▶ **Problem details**:
Please show every line in the entries below that includes the word "shape".

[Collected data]
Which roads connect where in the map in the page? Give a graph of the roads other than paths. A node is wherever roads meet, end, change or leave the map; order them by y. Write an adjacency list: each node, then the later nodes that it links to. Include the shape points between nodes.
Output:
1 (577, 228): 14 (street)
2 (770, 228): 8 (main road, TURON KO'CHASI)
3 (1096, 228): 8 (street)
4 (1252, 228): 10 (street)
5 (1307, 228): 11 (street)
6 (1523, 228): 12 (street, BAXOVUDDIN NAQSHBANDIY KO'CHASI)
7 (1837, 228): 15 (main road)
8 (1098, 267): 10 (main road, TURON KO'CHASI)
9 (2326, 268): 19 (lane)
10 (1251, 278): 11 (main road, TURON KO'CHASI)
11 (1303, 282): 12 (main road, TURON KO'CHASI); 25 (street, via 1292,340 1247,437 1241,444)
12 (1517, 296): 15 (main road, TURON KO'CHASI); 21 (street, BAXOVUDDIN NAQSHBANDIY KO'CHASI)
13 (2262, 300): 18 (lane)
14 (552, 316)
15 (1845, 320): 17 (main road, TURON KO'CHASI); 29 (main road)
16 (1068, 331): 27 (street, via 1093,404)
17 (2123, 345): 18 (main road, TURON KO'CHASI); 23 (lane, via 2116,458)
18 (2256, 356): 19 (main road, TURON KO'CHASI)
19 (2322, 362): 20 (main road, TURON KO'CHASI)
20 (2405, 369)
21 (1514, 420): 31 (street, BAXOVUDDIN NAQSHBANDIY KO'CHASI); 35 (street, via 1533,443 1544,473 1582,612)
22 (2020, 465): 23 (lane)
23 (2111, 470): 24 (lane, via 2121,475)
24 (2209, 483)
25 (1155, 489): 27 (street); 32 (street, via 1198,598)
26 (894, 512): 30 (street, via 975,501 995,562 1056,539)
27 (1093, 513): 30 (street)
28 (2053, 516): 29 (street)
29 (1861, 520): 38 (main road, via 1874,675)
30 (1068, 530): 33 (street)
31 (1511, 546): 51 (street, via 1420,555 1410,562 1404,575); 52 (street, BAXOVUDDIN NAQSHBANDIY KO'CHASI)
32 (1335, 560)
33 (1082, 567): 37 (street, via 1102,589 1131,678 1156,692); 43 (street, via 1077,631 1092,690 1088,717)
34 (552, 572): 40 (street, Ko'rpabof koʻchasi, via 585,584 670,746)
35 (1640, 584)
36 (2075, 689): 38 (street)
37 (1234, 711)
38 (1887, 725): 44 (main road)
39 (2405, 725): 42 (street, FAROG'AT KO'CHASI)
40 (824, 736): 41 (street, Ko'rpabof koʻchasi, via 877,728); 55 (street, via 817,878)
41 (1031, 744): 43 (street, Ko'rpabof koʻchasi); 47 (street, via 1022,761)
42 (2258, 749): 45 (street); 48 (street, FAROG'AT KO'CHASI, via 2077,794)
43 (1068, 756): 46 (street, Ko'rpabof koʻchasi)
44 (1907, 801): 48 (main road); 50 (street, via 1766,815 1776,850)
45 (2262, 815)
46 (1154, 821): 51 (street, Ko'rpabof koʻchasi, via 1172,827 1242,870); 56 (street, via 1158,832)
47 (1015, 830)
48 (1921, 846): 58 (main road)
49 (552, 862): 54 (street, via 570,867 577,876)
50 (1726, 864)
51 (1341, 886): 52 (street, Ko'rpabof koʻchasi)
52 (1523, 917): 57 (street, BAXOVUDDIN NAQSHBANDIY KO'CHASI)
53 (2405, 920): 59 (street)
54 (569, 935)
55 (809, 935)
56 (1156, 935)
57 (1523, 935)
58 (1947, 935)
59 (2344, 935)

==

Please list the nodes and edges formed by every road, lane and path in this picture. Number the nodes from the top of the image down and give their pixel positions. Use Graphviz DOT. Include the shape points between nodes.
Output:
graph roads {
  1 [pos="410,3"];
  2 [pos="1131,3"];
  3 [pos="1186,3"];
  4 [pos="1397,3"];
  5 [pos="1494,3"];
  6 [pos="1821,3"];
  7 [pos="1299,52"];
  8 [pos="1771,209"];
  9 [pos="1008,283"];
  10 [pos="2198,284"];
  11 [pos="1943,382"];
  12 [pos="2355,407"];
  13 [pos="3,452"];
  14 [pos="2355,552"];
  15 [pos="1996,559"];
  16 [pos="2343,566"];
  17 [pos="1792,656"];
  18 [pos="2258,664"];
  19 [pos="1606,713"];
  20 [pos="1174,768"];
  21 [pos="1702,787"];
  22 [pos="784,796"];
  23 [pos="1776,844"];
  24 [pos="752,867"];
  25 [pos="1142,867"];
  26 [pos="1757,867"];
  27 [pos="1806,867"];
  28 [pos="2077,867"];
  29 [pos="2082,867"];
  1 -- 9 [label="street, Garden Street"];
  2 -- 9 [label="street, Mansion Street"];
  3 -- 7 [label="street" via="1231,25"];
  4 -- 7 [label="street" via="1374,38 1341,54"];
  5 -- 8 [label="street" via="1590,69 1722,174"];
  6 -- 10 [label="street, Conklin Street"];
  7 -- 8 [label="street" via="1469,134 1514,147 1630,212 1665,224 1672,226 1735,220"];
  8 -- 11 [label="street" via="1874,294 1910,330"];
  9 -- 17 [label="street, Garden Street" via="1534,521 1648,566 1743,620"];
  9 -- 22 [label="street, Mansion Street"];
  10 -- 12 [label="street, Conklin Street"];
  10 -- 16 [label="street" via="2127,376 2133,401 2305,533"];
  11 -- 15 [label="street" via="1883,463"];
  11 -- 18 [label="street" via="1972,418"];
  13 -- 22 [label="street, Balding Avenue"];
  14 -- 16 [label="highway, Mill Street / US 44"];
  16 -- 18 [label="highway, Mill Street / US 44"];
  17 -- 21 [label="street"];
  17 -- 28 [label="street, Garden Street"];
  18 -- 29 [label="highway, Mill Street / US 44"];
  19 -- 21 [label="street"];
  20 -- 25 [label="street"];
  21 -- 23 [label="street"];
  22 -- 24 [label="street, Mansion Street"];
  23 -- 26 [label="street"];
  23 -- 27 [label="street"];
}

▶ **Written reply**:
Which roads connect where in the map in the page? Give a graph of the roads other than paths. A node is wherever roads meet, end, change or leave the map; order them by y. Write an adjacency list: each node, then the later nodes that it links to. Include the shape points between nodes.
Please list the nodes and edges formed by every road, lane and path in this picture. Number the nodes from the top of the image down and give their pixel positions. Use Graphviz DOT. Include the shape points between nodes.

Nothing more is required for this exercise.